Musica

Melodie andaluse alla Stagione dell’Insubria

Da sinistra, Greco e Castelli

Da sinistra, Greco e Castelli

Giunta alla sua nona edizione, la Stagione concertistica organizzata dall’Università dell’Insubria lancia un cartellone all’insegna delle melodie iberiche. Sette appuntamenti di musica classica, con la presenza di ospiti di livello internazionale e originali scelte musicali. A presentarla il professor Patrizio Castelli, un chirurgo che organizza con passione questa manifestazione (“anche lavorare in sala operatoria in gruppo – dice lui – è come dirigere un’orchestra”), e il direttore artistico della manifestazione, Corrado Greco. Una serie di appuntamenti, dal 27 novembre al 27 maggio, nell’Aula Magna dell’ateneo varesino e sempre alle ore 18. “Un’orario che abbiamo scelto – continua Castelli – perché per noi la musica fa parte della quotidianità e la nostra proposta si rivolge a tutti, non solo agli esperti”. Una “filosofia” che non fa temere agli organizzatori alcuna sovrapposizione con altre iniziative, come la Stagione musicale organizzata dal Comune di Varese.

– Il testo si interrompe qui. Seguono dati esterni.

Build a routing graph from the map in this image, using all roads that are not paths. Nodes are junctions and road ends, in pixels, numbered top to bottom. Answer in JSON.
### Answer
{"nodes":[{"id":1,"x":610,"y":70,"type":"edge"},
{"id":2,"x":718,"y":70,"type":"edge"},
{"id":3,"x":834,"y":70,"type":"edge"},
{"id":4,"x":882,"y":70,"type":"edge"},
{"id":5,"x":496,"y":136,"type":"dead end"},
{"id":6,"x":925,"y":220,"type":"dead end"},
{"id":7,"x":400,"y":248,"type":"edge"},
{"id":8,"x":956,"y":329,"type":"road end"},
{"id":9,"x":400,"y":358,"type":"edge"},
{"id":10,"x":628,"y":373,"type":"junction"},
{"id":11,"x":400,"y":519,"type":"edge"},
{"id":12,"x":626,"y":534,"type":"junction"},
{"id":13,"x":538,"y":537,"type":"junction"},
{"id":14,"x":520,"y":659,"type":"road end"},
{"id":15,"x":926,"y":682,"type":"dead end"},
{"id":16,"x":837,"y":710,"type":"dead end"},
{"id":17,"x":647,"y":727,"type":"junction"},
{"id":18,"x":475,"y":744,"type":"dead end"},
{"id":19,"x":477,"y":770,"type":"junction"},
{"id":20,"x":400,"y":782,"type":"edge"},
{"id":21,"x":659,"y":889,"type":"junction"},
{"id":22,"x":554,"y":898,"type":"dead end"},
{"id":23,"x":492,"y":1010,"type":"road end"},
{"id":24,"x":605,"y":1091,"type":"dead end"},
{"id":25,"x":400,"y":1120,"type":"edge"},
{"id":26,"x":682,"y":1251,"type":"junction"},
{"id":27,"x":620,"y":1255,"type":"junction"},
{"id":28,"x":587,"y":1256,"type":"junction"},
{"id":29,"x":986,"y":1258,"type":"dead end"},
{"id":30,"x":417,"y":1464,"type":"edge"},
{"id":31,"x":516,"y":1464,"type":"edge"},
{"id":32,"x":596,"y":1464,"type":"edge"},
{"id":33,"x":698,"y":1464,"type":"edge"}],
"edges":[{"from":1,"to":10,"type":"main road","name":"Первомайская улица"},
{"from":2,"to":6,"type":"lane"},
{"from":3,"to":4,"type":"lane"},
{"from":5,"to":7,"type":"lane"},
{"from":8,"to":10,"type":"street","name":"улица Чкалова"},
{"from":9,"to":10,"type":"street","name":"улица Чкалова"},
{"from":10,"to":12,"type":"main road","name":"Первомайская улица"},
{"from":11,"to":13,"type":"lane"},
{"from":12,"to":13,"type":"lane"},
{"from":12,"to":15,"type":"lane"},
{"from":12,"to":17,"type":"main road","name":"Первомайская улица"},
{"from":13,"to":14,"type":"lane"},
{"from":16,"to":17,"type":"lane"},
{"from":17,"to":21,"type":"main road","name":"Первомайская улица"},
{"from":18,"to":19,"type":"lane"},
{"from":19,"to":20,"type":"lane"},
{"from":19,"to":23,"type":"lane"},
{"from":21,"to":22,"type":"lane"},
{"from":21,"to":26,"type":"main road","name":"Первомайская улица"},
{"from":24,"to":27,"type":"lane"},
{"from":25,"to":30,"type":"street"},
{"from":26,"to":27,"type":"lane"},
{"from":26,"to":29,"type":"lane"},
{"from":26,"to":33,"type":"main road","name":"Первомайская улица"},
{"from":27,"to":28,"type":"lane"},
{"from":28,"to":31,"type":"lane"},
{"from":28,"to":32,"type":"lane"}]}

Un evento che, anno dopo anno, ha richiamato presso l’università un pubblico sempre più vasto. “Ad ogni concerto – puntualizza Greco – riempiamo l’aula da 350 posti”. E così, a tagliare il nastro della rassegna, saranno le suggestioni spagnole (con brani di Turina, Toldrà, Rodrigo) offerte dal violinista iberico Joaquin Palomares che aprirà la stagione, in duo con Corrado Greco al pianoforte, venerdì 27 novembre 2009. Giovedì 17 dicembre sarà la volta del pianista polacco Adam Wodnicki, con un programma in buona parte dedicato alla musica di Chopin, all’approssimarsi del bicentenario della nascita. Wodnicki, che insegna all’Università del North Texas in USA, eseguirà anche, in prima italiana, un brano del compositore James Wintle (docente alla Southwestern University dell’Oklahoma), che sarà presente in sala per questo singolare gemellaggio tra università. Il 28 gennaio 2010, Claudi Arimany al flauto e il Trio d’archi Goldberg eseguiranno un brillante programma monografico dedicato a Mozart.

Il 26 febbraio segnerà il gradito ritorno della Deutsches Kammerorchester di Francoforte, nel segno di un’attenzione rivolta non solo alla musica da camera, ma anche agli organici di più ampie dimensioni. Altro programma monografico, stavolta dedicato alla poco conosciuta produzione per archi di Rossini, il 26 marzo ad opera del Gubbiofestival Ensemble, capitanati dal grande Franco Petracchi, mentre il 16 aprile la Stagione vivrà sicuramente un momento altissimo con l’esibizione di Franco Maggio Ormezowski al violoncello accompagnato da Barbara Lunetta al pianoforte. Chiusura in bellezza, il 27 maggio 2010, con l’esibizione di un virtuoso spagnolo, il pianista Antonio Soria, in un programma dedicato interamente al tema dell’amore.